Nothing but the pictures should go missing; return all the entries below exactly.

Stored data
= Beginning of Section =

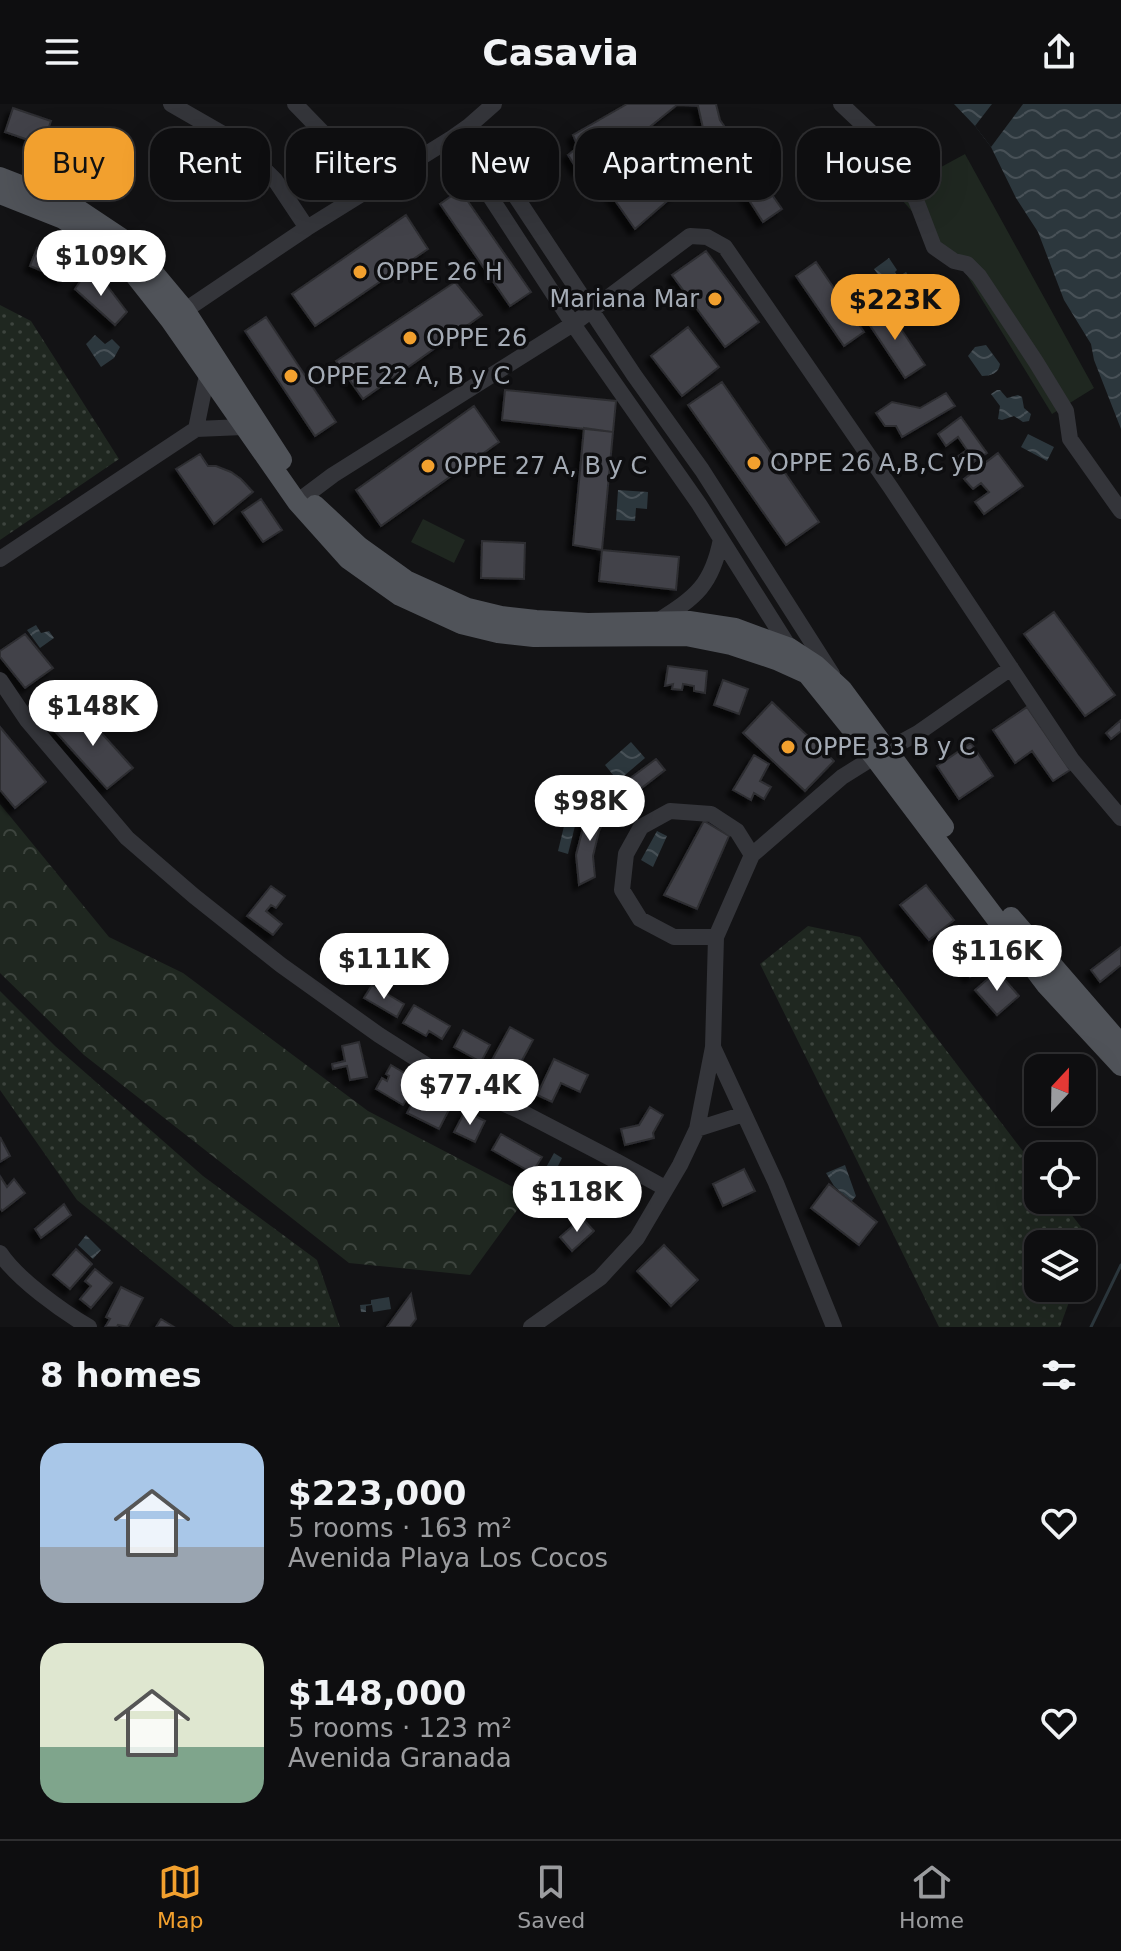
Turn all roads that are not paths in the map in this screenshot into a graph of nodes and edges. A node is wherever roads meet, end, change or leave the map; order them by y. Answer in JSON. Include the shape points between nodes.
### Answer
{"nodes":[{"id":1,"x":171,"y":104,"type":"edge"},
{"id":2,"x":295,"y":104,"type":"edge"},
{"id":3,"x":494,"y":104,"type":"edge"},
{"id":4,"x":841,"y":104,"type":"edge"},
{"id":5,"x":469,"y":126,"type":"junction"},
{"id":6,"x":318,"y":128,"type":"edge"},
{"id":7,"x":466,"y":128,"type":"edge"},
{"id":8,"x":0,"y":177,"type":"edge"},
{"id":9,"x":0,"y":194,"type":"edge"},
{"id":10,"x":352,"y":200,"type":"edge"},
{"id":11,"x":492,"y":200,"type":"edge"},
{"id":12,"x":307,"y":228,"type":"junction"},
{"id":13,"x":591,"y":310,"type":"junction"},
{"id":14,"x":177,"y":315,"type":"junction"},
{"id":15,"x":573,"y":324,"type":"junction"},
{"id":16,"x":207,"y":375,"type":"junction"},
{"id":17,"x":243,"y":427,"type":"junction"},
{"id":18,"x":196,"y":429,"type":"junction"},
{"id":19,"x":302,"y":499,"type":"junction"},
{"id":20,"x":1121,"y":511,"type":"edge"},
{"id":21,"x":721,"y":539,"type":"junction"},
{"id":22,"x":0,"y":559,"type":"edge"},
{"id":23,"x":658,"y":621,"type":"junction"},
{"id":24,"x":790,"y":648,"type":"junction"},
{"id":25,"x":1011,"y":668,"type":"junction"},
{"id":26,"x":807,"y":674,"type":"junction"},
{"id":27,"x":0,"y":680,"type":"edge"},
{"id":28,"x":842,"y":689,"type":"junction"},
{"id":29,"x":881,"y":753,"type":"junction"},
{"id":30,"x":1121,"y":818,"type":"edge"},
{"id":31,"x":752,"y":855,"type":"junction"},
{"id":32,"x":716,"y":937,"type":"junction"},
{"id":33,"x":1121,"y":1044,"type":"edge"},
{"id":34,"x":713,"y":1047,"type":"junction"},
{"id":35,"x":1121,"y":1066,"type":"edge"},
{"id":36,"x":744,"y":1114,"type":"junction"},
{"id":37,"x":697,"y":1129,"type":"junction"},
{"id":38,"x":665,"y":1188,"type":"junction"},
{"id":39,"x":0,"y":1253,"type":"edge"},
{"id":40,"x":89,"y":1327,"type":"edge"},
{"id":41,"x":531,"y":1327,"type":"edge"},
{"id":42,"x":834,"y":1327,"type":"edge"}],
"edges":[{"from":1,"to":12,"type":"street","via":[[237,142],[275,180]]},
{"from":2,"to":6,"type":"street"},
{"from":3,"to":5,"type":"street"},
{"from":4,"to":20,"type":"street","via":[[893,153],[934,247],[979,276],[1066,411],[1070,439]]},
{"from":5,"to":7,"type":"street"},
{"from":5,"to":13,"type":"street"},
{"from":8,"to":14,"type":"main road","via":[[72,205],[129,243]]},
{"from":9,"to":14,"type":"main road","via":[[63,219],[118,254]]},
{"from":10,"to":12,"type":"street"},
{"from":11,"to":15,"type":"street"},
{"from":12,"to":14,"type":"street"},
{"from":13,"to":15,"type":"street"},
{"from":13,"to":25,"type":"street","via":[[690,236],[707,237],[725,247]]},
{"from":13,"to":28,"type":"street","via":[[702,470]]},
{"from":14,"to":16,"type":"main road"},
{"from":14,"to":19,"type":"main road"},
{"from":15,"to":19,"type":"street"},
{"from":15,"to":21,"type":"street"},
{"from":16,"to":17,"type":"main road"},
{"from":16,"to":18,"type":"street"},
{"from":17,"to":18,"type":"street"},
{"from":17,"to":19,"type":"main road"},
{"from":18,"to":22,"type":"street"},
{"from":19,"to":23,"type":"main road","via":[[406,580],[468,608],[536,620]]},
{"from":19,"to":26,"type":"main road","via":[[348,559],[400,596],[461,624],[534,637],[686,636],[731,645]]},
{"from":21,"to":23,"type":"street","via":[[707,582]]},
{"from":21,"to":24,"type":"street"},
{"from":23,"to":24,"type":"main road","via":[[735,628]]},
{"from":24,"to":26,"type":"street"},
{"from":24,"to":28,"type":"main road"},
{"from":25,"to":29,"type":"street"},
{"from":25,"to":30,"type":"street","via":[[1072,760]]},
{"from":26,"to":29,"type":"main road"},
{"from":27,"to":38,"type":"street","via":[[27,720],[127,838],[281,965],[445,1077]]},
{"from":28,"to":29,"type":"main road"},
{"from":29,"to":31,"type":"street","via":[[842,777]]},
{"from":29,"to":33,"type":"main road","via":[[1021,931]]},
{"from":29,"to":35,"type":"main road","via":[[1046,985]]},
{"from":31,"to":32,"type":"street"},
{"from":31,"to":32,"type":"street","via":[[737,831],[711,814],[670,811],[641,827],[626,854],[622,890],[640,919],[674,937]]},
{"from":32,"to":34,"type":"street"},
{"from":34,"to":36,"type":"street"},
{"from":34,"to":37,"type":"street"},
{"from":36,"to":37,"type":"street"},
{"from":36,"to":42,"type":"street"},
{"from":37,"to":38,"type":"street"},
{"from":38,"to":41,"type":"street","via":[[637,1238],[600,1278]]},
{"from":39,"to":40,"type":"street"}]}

= End of Section =

### TASK OUTPUT
Turn all roads that are not paths in the map in this screenshot into a graph of nodes and edges. A node is wherever roads meet, end, change or leave the map; order them by y. Answer in JSON. Include the shape points between nodes.
### Answer
{"nodes":[{"id":1,"x":171,"y":104,"type":"edge"},
{"id":2,"x":295,"y":104,"type":"edge"},
{"id":3,"x":494,"y":104,"type":"edge"},
{"id":4,"x":841,"y":104,"type":"edge"},
{"id":5,"x":469,"y":126,"type":"junction"},
{"id":6,"x":318,"y":128,"type":"edge"},
{"id":7,"x":466,"y":128,"type":"edge"},
{"id":8,"x":0,"y":177,"type":"edge"},
{"id":9,"x":0,"y":194,"type":"edge"},
{"id":10,"x":352,"y":200,"type":"edge"},
{"id":11,"x":492,"y":200,"type":"edge"},
{"id":12,"x":307,"y":228,"type":"junction"},
{"id":13,"x":591,"y":310,"type":"junction"},
{"id":14,"x":177,"y":315,"type":"junction"},
{"id":15,"x":573,"y":324,"type":"junction"},
{"id":16,"x":207,"y":375,"type":"junction"},
{"id":17,"x":243,"y":427,"type":"junction"},
{"id":18,"x":196,"y":429,"type":"junction"},
{"id":19,"x":302,"y":499,"type":"junction"},
{"id":20,"x":1121,"y":511,"type":"edge"},
{"id":21,"x":721,"y":539,"type":"junction"},
{"id":22,"x":0,"y":559,"type":"edge"},
{"id":23,"x":658,"y":621,"type":"junction"},
{"id":24,"x":790,"y":648,"type":"junction"},
{"id":25,"x":1011,"y":668,"type":"junction"},
{"id":26,"x":807,"y":674,"type":"junction"},
{"id":27,"x":0,"y":680,"type":"edge"},
{"id":28,"x":842,"y":689,"type":"junction"},
{"id":29,"x":881,"y":753,"type":"junction"},
{"id":30,"x":1121,"y":818,"type":"edge"},
{"id":31,"x":752,"y":855,"type":"junction"},
{"id":32,"x":716,"y":937,"type":"junction"},
{"id":33,"x":1121,"y":1044,"type":"edge"},
{"id":34,"x":713,"y":1047,"type":"junction"},
{"id":35,"x":1121,"y":1066,"type":"edge"},
{"id":36,"x":744,"y":1114,"type":"junction"},
{"id":37,"x":697,"y":1129,"type":"junction"},
{"id":38,"x":665,"y":1188,"type":"junction"},
{"id":39,"x":0,"y":1253,"type":"edge"},
{"id":40,"x":89,"y":1327,"type":"edge"},
{"id":41,"x":531,"y":1327,"type":"edge"},
{"id":42,"x":834,"y":1327,"type":"edge"}],
"edges":[{"from":1,"to":12,"type":"street","via":[[237,142],[275,180]]},
{"from":2,"to":6,"type":"street"},
{"from":3,"to":5,"type":"street"},
{"from":4,"to":20,"type":"street","via":[[893,153],[934,247],[979,276],[1066,411],[1070,439]]},
{"from":5,"to":7,"type":"street"},
{"from":5,"to":13,"type":"street"},
{"from":8,"to":14,"type":"main road","via":[[72,205],[129,243]]},
{"from":9,"to":14,"type":"main road","via":[[63,219],[118,254]]},
{"from":10,"to":12,"type":"street"},
{"from":11,"to":15,"type":"street"},
{"from":12,"to":14,"type":"street"},
{"from":13,"to":15,"type":"street"},
{"from":13,"to":25,"type":"street","via":[[690,236],[707,237],[725,247]]},
{"from":13,"to":28,"type":"street","via":[[702,470]]},
{"from":14,"to":16,"type":"main road"},
{"from":14,"to":19,"type":"main road"},
{"from":15,"to":19,"type":"street"},
{"from":15,"to":21,"type":"street"},
{"from":16,"to":17,"type":"main road"},
{"from":16,"to":18,"type":"street"},
{"from":17,"to":18,"type":"street"},
{"from":17,"to":19,"type":"main road"},
{"from":18,"to":22,"type":"street"},
{"from":19,"to":23,"type":"main road","via":[[406,580],[468,608],[536,620]]},
{"from":19,"to":26,"type":"main road","via":[[348,559],[400,596],[461,624],[534,637],[686,636],[731,645]]},
{"from":21,"to":23,"type":"street","via":[[707,582]]},
{"from":21,"to":24,"type":"street"},
{"from":23,"to":24,"type":"main road","via":[[735,628]]},
{"from":24,"to":26,"type":"street"},
{"from":24,"to":28,"type":"main road"},
{"from":25,"to":29,"type":"street"},
{"from":25,"to":30,"type":"street","via":[[1072,760]]},
{"from":26,"to":29,"type":"main road"},
{"from":27,"to":38,"type":"street","via":[[27,720],[127,838],[281,965],[445,1077]]},
{"from":28,"to":29,"type":"main road"},
{"from":29,"to":31,"type":"street","via":[[842,777]]},
{"from":29,"to":33,"type":"main road","via":[[1021,931]]},
{"from":29,"to":35,"type":"main road","via":[[1046,985]]},
{"from":31,"to":32,"type":"street"},
{"from":31,"to":32,"type":"street","via":[[737,831],[711,814],[670,811],[641,827],[626,854],[622,890],[640,919],[674,937]]},
{"from":32,"to":34,"type":"street"},
{"from":34,"to":36,"type":"street"},
{"from":34,"to":37,"type":"street"},
{"from":36,"to":37,"type":"street"},
{"from":36,"to":42,"type":"street"},
{"from":37,"to":38,"type":"street"},
{"from":38,"to":41,"type":"street","via":[[637,1238],[600,1278]]},
{"from":39,"to":40,"type":"street"}]}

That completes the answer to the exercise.